*** Block opens ***
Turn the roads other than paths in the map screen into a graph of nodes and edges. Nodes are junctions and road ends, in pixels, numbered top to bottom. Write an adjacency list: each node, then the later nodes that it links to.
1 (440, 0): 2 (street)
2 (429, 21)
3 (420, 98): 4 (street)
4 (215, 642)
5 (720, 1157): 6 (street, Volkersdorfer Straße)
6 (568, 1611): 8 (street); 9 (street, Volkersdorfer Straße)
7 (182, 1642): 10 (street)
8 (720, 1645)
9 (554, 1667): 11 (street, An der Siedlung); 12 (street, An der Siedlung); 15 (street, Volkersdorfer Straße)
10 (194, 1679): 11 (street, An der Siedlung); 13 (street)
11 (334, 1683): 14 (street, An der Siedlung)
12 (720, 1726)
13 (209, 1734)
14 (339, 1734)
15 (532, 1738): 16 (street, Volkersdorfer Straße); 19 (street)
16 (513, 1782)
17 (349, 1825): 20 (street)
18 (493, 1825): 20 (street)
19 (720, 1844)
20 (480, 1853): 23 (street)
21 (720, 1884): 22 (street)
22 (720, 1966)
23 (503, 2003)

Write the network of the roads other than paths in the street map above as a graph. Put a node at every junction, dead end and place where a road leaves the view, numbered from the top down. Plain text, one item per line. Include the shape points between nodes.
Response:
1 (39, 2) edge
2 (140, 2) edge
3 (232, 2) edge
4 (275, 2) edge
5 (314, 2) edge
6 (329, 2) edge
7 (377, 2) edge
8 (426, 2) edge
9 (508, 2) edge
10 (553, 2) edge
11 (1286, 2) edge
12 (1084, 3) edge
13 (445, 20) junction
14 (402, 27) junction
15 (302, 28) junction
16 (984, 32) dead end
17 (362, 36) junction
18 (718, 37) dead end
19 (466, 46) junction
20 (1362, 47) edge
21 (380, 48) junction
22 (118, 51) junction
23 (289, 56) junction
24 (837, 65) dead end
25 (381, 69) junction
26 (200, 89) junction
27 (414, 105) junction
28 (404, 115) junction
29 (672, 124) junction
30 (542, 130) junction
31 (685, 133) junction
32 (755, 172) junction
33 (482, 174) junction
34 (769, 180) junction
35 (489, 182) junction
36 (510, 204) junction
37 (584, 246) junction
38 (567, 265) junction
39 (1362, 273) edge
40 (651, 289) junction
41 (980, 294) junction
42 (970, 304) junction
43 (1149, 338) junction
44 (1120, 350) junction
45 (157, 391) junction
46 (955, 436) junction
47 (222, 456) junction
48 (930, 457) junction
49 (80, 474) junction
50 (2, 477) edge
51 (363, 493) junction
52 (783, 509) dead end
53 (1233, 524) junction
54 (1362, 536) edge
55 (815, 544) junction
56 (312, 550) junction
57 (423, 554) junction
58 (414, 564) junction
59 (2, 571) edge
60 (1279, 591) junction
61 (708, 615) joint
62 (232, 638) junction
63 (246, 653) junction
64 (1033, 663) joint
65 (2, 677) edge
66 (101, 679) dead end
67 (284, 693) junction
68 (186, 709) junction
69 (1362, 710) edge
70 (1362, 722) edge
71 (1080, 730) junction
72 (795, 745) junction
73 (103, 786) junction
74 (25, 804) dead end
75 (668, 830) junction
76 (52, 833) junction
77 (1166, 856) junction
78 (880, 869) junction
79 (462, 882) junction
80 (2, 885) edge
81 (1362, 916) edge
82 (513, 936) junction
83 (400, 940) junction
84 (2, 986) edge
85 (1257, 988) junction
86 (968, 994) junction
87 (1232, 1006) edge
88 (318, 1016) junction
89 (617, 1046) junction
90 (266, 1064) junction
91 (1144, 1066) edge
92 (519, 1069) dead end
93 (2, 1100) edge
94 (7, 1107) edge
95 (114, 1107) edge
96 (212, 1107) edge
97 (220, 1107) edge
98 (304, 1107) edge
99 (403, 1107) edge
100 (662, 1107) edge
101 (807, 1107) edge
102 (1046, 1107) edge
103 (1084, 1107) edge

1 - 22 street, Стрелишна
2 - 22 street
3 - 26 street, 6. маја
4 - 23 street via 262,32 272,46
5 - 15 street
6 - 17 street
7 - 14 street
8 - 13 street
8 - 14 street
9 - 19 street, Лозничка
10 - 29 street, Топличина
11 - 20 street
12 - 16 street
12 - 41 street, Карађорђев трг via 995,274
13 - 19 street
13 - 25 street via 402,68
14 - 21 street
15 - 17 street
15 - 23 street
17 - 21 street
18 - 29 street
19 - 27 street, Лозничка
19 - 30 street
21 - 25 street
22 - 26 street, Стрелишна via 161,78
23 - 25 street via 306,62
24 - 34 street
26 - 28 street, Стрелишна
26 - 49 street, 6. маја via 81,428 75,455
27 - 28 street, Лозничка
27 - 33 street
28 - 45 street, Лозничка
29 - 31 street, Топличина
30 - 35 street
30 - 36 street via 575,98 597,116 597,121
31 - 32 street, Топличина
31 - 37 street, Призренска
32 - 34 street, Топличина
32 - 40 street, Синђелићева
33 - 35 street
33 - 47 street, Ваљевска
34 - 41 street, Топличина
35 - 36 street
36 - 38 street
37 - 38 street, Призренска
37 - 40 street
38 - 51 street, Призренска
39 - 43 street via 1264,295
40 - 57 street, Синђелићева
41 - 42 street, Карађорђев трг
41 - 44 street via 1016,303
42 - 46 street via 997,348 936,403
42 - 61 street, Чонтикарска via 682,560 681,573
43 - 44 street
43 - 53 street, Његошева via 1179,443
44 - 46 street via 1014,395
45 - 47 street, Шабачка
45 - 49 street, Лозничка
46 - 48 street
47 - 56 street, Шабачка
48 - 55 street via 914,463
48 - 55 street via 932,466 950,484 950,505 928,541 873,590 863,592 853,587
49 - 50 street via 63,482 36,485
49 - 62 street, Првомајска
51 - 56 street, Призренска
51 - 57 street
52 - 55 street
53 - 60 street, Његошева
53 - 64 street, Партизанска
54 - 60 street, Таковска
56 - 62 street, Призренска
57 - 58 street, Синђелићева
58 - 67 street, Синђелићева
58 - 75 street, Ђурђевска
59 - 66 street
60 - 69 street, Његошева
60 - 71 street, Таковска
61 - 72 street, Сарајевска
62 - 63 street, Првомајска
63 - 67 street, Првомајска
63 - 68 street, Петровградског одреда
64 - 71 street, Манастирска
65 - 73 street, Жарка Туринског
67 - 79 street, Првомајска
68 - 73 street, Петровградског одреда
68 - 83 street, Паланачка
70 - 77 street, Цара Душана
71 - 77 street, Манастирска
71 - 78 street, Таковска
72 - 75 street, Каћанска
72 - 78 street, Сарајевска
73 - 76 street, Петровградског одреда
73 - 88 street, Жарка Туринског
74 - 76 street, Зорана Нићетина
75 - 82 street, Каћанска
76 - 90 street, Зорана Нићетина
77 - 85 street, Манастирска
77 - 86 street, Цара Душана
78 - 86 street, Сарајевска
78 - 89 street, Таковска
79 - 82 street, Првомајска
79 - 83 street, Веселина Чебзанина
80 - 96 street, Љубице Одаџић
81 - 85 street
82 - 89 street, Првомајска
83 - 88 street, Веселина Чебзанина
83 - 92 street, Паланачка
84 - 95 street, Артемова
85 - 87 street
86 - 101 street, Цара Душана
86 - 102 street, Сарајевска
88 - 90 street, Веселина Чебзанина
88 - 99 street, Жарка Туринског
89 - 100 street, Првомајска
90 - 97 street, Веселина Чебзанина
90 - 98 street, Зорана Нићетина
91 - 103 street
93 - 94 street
*** Block closes ***
Exercise objective: Provide the number of lines in the entries that include "Зорана", and no other text.

Solution to this task: 3